On raw numbers, Denmark is broadly similar, with the Netherlands slightly higher overall (especially rent). But raw numbers mislead, which is why the table below separates what you pay directly from what your taxes already cover.
Side by side
| Category | Denmark | Netherlands | Notes |
|---|---|---|---|
| Rent, 1-bed city centre | 10,000-13,000 DKK | higher (tight Randstad market) | Amsterdam often above Copenhagen |
| Groceries | 2,500-4,000 DKK/mo | similar | comparable discounters |
| Healthcare | Free (tax-funded) | mandatory insurance ~€130/mo | key structural difference |
| Expat tax perk | 27% scheme | 30% ruling | compare eligibility |
| Cycling | Excellent | Excellent | both bike-first |
| Cars | Much higher | High | both tax cars heavily |
| Salaries | Comparable | Comparable | similar professional pay |
Figures are indicative 2026 ranges for orientation, not quotes. Rents vary sharply by city and timing. Check the linked calculators for your own situation.
Salaries and take-home
Salaries are comparable; the Dutch 30% ruling and Danish expat scheme are the equivalent tax perks for skilled arrivals. The number that matters is what lands in your account: model it with the net salary calculator before comparing job offers across borders.
What the tax actually buys
Both are high-tax but Netherlands has more private/insurance-based healthcare; Denmark is more fully tax-funded. In Denmark, free healthcare, free university (plus the SU student grant), and heavily subsidised childcare are already inside your tax bill. When you compare to the Netherlands, add up what you would spend privately on those before deciding which is truly cheaper.

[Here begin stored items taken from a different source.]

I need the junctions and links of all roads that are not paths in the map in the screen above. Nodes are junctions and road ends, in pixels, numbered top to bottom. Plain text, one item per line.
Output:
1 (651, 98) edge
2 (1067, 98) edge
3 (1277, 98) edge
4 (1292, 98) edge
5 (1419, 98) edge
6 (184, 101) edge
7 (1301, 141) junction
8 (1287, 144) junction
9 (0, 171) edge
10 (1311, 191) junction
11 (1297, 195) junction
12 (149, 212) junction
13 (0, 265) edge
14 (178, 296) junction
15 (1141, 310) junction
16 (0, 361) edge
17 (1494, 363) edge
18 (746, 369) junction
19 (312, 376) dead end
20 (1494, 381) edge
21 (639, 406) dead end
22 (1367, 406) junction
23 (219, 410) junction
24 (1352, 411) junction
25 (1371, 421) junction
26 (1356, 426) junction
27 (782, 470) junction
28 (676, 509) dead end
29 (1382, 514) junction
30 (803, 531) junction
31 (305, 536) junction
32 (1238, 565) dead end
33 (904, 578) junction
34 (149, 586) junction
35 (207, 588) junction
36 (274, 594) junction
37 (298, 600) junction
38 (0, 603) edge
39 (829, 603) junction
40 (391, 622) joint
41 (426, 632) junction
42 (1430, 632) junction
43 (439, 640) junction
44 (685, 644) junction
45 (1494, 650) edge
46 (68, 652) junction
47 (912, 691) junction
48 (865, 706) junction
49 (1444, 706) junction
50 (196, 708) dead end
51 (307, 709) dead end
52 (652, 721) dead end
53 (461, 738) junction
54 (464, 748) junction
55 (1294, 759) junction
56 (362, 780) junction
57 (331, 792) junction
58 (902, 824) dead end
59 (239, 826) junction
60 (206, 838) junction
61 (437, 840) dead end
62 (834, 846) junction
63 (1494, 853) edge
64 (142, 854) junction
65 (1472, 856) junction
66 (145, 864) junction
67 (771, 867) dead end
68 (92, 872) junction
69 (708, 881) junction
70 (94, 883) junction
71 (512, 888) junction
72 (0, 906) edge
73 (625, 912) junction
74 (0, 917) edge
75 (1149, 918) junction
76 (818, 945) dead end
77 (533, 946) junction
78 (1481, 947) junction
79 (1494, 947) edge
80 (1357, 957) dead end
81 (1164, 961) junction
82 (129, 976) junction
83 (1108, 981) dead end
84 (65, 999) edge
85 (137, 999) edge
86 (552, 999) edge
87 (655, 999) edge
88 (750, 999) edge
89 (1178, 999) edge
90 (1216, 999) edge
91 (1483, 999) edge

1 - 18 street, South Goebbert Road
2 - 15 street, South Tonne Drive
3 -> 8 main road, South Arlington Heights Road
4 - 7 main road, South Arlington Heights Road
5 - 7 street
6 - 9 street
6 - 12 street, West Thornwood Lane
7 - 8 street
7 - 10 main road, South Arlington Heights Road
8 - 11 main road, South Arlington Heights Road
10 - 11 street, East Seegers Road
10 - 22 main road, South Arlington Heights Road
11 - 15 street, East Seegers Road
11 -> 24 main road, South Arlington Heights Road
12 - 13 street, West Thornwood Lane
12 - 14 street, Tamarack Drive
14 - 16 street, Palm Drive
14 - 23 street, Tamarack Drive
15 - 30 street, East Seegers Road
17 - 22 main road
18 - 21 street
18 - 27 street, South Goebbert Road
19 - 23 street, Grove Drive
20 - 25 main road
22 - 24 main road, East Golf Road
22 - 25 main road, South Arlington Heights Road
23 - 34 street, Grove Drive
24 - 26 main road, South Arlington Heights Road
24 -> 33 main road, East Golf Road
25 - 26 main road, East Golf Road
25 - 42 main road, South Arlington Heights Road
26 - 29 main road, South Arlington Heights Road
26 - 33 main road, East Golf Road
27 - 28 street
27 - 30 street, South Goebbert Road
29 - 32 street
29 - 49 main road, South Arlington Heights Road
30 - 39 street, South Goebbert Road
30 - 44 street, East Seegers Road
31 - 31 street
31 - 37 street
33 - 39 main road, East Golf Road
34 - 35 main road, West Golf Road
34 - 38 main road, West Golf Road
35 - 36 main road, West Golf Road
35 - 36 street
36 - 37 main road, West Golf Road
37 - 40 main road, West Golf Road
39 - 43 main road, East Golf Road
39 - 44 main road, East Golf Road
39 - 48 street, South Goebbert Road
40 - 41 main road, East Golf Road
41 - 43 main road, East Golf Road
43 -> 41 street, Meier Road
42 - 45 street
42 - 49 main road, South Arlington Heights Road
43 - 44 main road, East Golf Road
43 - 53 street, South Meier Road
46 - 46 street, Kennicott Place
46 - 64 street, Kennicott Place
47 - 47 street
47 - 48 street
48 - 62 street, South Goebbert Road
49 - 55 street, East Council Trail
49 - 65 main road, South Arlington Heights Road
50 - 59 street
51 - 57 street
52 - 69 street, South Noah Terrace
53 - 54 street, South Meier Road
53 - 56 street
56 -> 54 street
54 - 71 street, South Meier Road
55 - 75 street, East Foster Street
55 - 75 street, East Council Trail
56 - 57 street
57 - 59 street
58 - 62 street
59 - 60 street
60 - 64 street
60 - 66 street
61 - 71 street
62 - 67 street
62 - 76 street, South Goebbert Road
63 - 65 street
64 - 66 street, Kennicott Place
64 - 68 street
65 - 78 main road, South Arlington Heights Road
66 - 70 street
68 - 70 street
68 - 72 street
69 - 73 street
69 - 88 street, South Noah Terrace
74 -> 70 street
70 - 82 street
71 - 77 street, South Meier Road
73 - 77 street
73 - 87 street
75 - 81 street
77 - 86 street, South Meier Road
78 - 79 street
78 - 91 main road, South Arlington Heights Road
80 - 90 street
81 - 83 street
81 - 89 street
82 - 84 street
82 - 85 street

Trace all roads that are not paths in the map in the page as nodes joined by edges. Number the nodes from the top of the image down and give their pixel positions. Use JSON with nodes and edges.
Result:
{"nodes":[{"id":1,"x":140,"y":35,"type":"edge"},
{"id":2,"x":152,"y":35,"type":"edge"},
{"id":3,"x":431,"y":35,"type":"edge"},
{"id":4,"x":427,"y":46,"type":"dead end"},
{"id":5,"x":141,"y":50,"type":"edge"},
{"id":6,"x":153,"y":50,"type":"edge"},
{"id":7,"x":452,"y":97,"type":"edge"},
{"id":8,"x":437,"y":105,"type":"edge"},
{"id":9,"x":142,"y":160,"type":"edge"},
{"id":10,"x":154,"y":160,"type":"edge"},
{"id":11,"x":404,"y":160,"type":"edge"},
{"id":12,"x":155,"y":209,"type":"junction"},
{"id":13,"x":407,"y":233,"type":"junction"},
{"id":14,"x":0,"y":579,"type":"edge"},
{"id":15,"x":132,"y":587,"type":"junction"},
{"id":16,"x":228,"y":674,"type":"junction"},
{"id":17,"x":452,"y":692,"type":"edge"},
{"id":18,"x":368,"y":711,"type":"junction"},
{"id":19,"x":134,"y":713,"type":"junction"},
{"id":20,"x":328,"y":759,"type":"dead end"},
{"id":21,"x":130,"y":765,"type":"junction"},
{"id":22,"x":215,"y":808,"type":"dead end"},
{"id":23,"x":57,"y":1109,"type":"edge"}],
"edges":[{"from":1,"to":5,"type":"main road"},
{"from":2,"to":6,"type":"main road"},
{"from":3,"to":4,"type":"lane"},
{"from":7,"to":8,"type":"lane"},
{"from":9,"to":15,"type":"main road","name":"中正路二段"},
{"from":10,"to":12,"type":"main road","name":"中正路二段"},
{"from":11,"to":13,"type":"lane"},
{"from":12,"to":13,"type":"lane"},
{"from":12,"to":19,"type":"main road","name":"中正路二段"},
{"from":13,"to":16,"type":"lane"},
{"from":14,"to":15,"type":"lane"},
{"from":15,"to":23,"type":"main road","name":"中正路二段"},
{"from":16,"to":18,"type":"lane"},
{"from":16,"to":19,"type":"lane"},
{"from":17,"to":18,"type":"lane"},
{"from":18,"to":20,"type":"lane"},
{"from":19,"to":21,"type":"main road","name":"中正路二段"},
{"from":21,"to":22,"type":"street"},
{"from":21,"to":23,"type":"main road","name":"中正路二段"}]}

For the full Denmark picture, see the cost of living in Denmark guide and the housing benefit checker.
Common questions
Is Denmark cheaper than the Netherlands?
The Netherlands is a little more expensive than Denmark overall, driven by tight housing, though day-to-day costs are close.
What salary do I need to live comfortably in Denmark?
For a single person, a net income of around 25,000-30,000 DKK/month is comfortable outside Copenhagen; the capital needs more. Use the net salary calculator to model your own figure.
Does the high Danish tax cancel out the higher salary?
Not usually. The tax funds healthcare, education and childcare you would pay for privately elsewhere, so net disposable income after essentials is often competitive.